Records contained in a dataset:
--
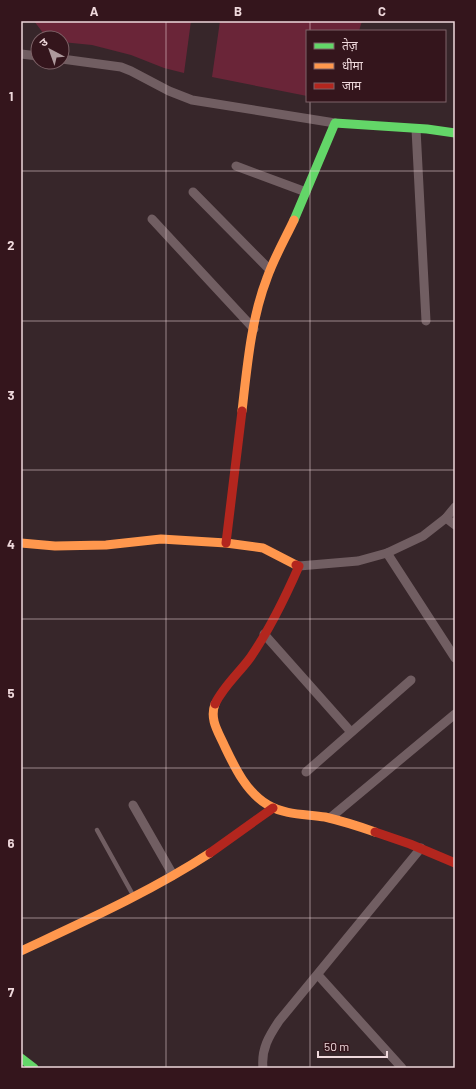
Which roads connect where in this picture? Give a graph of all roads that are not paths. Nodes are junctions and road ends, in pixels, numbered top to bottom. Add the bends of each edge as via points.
1 (70, 60) edge
2 (335, 123) junction
3 (416, 129) junction
4 (455, 133) edge
5 (236, 166) dead end
6 (193, 192) dead end
7 (306, 192) junction
8 (152, 219) dead end
9 (270, 270) junction
10 (426, 321) dead end
11 (254, 329) junction
12 (455, 507) edge
13 (446, 518) junction
14 (455, 525) edge
15 (21, 543) edge
16 (226, 543) junction
17 (387, 553) junction
18 (299, 566) junction
19 (264, 634) junction
20 (455, 658) edge
21 (411, 680) dead end
22 (455, 714) edge
23 (351, 732) junction
24 (306, 772) dead end
25 (133, 805) dead end
26 (274, 808) junction
27 (330, 818) junction
28 (97, 830) dead end
29 (421, 848) junction
30 (455, 863) edge
31 (173, 875) junction
32 (133, 897) junction
33 (21, 951) edge
34 (318, 975) junction
35 (21, 1058) edge
36 (34, 1068) edge
37 (263, 1068) edge
38 (402, 1068) edge

1 - 2 street via 121,67 192,100
2 - 3 street
2 - 7 street
3 - 4 street
3 - 10 street
5 - 7 street
6 - 9 street
7 - 9 street
8 - 11 street
9 - 11 street via 260,298
11 - 16 street
12 - 13 street
13 - 14 street
13 - 17 street via 423,536
15 - 16 street via 55,546 106,545 161,539
16 - 18 street via 263,548
17 - 18 street via 358,561
17 - 20 street
18 - 19 street
19 - 23 street
19 - 26 street via 241,671 221,694 212,714 241,775 253,793
21 - 23 street
22 - 27 street
23 - 24 street
25 - 31 street
26 - 27 street
26 - 31 street via 215,851
27 - 29 street via 391,836
28 - 32 lane
29 - 30 street
29 - 34 street
31 - 32 street
32 - 33 street
34 - 37 street via 268,1038 263,1054
34 - 38 street
35 - 36 street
--
Pull every line containing "dead" from the entries above and copy it.

5 (236, 166) dead end
6 (193, 192) dead end
8 (152, 219) dead end
10 (426, 321) dead end
21 (411, 680) dead end
24 (306, 772) dead end
25 (133, 805) dead end
28 (97, 830) dead end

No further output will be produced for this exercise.